> [Exercise aim]
Copy nothing but the lines below running from the line containing "middle dip: (373, 250)" through the line containing "thumb cmc: (831, 801)", both end lines included.

= Beginning of Section =

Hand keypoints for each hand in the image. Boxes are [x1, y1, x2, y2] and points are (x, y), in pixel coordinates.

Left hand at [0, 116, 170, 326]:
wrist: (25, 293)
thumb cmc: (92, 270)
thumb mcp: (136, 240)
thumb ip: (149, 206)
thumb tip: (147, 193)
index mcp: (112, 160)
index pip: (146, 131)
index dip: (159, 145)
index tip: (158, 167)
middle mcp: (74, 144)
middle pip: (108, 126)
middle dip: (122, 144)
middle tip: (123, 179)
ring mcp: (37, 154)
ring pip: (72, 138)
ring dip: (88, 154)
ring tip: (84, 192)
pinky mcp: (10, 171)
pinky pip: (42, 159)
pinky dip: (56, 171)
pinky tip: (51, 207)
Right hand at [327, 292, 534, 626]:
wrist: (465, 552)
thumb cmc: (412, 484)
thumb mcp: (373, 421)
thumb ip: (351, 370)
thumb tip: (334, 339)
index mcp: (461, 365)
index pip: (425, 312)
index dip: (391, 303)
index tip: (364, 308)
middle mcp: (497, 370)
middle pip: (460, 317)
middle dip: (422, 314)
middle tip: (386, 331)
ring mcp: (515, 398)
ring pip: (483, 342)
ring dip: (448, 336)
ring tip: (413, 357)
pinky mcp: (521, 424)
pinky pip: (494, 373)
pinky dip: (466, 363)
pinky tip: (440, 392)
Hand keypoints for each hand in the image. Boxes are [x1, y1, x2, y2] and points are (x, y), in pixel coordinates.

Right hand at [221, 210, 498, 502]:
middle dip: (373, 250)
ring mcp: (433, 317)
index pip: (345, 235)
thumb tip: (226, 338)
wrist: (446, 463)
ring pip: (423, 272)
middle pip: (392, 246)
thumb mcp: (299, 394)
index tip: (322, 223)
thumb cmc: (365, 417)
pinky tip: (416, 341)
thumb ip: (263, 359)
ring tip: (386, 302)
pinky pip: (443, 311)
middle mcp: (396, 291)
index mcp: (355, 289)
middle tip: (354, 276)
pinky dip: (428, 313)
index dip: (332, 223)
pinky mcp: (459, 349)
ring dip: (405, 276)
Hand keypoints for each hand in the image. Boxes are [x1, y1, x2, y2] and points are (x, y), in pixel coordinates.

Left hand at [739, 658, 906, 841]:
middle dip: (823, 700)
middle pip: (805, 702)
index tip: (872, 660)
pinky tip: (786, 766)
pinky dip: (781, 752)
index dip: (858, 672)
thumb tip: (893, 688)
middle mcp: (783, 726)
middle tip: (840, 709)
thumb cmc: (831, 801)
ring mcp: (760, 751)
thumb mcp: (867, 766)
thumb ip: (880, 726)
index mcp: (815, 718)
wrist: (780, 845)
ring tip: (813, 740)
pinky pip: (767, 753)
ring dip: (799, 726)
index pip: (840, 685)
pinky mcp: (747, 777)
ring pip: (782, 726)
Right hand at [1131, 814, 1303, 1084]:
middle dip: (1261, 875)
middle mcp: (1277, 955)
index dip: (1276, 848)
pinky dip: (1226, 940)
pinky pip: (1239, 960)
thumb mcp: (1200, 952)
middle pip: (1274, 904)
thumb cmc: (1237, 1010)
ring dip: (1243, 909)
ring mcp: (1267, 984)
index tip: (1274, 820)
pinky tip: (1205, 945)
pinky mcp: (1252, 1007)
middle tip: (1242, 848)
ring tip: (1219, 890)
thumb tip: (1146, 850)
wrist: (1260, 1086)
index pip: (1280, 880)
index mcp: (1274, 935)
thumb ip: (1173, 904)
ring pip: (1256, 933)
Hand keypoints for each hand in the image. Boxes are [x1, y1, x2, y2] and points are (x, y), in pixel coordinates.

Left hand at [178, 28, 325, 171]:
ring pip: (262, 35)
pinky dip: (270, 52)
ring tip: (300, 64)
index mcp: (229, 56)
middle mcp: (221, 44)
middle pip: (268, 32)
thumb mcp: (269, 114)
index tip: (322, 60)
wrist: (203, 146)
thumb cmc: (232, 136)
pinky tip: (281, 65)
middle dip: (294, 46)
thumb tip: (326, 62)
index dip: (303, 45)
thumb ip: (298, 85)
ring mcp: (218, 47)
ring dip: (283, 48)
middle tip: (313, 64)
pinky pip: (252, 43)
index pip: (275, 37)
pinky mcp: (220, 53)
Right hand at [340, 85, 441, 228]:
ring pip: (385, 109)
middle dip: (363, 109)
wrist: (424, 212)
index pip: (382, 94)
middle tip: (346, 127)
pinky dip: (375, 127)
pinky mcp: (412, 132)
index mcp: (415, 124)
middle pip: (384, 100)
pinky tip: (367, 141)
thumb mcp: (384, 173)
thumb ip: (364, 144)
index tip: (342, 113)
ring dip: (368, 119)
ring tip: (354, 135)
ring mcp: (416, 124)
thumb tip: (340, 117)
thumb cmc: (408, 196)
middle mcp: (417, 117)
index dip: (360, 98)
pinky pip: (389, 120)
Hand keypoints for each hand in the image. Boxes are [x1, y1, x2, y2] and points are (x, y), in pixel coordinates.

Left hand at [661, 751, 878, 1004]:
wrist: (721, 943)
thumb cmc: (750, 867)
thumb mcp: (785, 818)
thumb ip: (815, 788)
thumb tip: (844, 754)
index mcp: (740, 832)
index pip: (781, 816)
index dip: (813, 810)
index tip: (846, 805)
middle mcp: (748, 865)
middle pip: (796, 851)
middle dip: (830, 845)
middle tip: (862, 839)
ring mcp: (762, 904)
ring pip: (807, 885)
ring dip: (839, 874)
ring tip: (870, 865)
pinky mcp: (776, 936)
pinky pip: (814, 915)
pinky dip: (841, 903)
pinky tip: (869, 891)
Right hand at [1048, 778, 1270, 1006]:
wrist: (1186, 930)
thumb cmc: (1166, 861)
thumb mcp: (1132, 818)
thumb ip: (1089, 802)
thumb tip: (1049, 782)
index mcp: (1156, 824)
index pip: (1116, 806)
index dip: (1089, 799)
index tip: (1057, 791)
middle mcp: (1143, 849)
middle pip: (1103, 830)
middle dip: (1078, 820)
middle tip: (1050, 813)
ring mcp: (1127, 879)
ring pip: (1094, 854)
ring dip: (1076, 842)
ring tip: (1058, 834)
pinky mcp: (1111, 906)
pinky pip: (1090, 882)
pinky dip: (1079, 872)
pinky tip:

= End of Section =

> [Answer below]
middle dip: (373, 250)
ring mcp: (433, 317)
index pip: (345, 235)
thumb tip: (226, 338)
wrist: (446, 463)
ring pip: (423, 272)
middle pip: (392, 246)
thumb mcp: (299, 394)
index tip: (322, 223)
thumb cmc: (365, 417)
pinky tip: (416, 341)
thumb ip: (263, 359)
ring tip: (386, 302)
pinky pip: (443, 311)
middle mcp: (396, 291)
index mcp: (355, 289)
middle tip: (354, 276)
pinky dip: (428, 313)
index dip: (332, 223)
pinky mcp: (459, 349)
ring dip: (405, 276)
Hand keypoints for each hand in the image. Boxes are [x1, y1, x2, y2] and points are (x, y), in pixel coordinates.

Left hand at [739, 658, 906, 841]:
middle dip: (823, 700)
middle pip: (805, 702)
index tip: (872, 660)
pinky tip: (786, 766)
pinky dip: (781, 752)
index dip: (858, 672)
thumb tip: (893, 688)
middle mcp: (783, 726)
middle tip: (840, 709)
thumb cmc: (831, 801)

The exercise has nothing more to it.